Tuesday, September 18, 2018

The Night of Despair

Once again, we have a poem unpublished in the lifetime of Clark Ashton Smith (CAS).  Likewise this one is not available on The Eldritch Dark, so here's the full text:


About me closed the darkness of Despair
Whose dusky mists were chill upon my face.
Darkled and grew that heavy night apace;
Breathless and silent hung the ominous air
With dread and terror pregnant everywhere
And on the darkness I could dimly trace
Amorphous shapes in endless constant race
They passed.  Beneath their fixed and pitiless stare
Who seemed accusing ghosts of futile days
My spirit flinched and desperate I turned
To where Death's gulfs made offer of their peace.
But did not try those deeps for staying fears.
The night wore on till lo, afar there burned
Hope's star that heralded the dawn's release.

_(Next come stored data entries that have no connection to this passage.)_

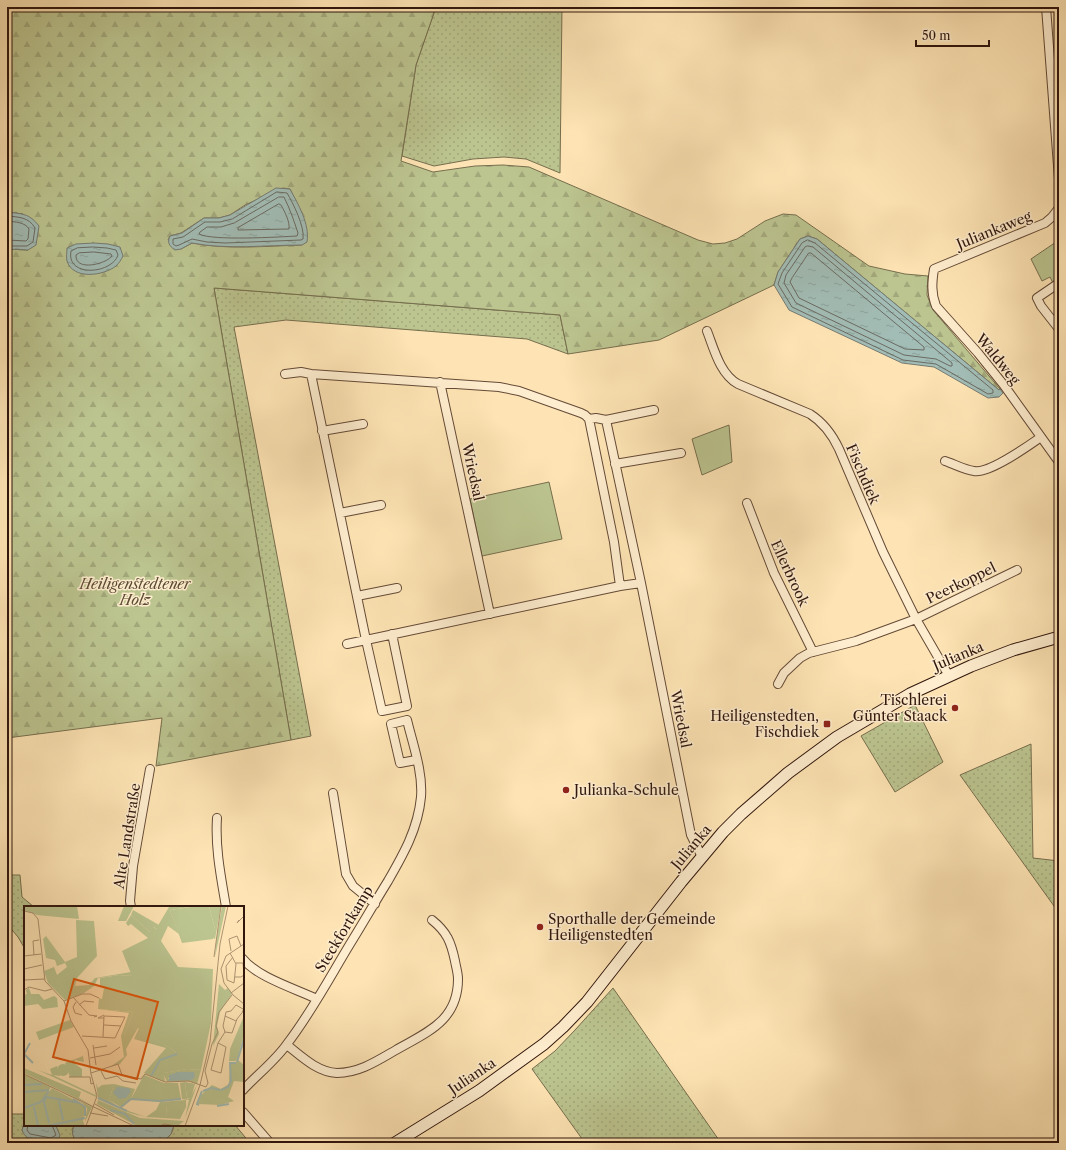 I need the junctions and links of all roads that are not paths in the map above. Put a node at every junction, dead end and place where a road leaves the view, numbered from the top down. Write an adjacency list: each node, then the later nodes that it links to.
1 (1046, 7): 2 (street)
2 (1059, 179)
3 (1059, 208): 4 (street, Juliankaweg)
4 (934, 269): 16 (street, Waldweg)
5 (1059, 283): 6 (street)
6 (1059, 329)
7 (707, 331): 30 (street, Fischdiek)
8 (285, 374): 9 (street)
9 (311, 374): 10 (street); 15 (street)
10 (440, 382): 12 (street); 29 (street, Wriedsal)
11 (654, 410): 13 (street)
12 (589, 419): 13 (street); 26 (street)
13 (606, 420): 20 (street, Wriedsal)
14 (363, 424): 15 (street)
15 (322, 431): 23 (street)
16 (1040, 438): 18 (street); 19 (street, Waldweg)
17 (681, 453): 20 (street)
18 (945, 461)
19 (1059, 462)
20 (615, 464): 25 (street, Wriedsal)
21 (746, 503): 35 (street, Ellerbrook)
22 (381, 505): 23 (street)
23 (340, 513): 28 (street)
24 (1017, 570): 30 (street, Peerkoppel)
25 (641, 583): 26 (street); 42 (street, Wriedsal)
26 (620, 586): 29 (street)
27 (397, 588): 28 (street)
28 (357, 596): 33 (street)
29 (490, 614): 31 (street)
30 (916, 619): 35 (street); 36 (street, Fischdiek)
31 (392, 634): 33 (street); 33 (street)
32 (1059, 637): 36 (street, Julianka)
33 (366, 640): 34 (street)
34 (347, 644)
35 (813, 652): 37 (street)
36 (949, 676): 42 (street, Julianka)
37 (778, 684)
38 (416, 760): 38 (street, Steckfortkamp); 43 (street, Steckfortkamp)
39 (150, 769): 44 (street, Alte Landstraße)
40 (333, 793): 43 (street)
41 (217, 818): 45 (street)
42 (702, 858): 53 (street, Julianka)
43 (375, 904): 48 (street, Steckfortkamp)
44 (131, 906)
45 (226, 906)
46 (432, 920): 49 (street)
47 (244, 960): 48 (street)
48 (317, 998): 49 (street, Steckfortkamp)
49 (287, 1045): 50 (street, Steckfortkamp)
50 (244, 1089)
51 (244, 1113): 52 (street)
52 (270, 1143)
53 (395, 1143)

This is quite a formidable description of an experience of despair, unforgiving until the very last lines where the dawning of a new day brings relief.  Especially dramatic is the narrator's encounter with the allure and escape of death, an offering he refuses out of an even greater fear.

This is certainly the darkest poem that I have yet read in my journey through the poetic corpus of CAS, and it will be interesting to see how he develops this theme further in the weird and fantastic verses for which he is best known, most of which came later in his career.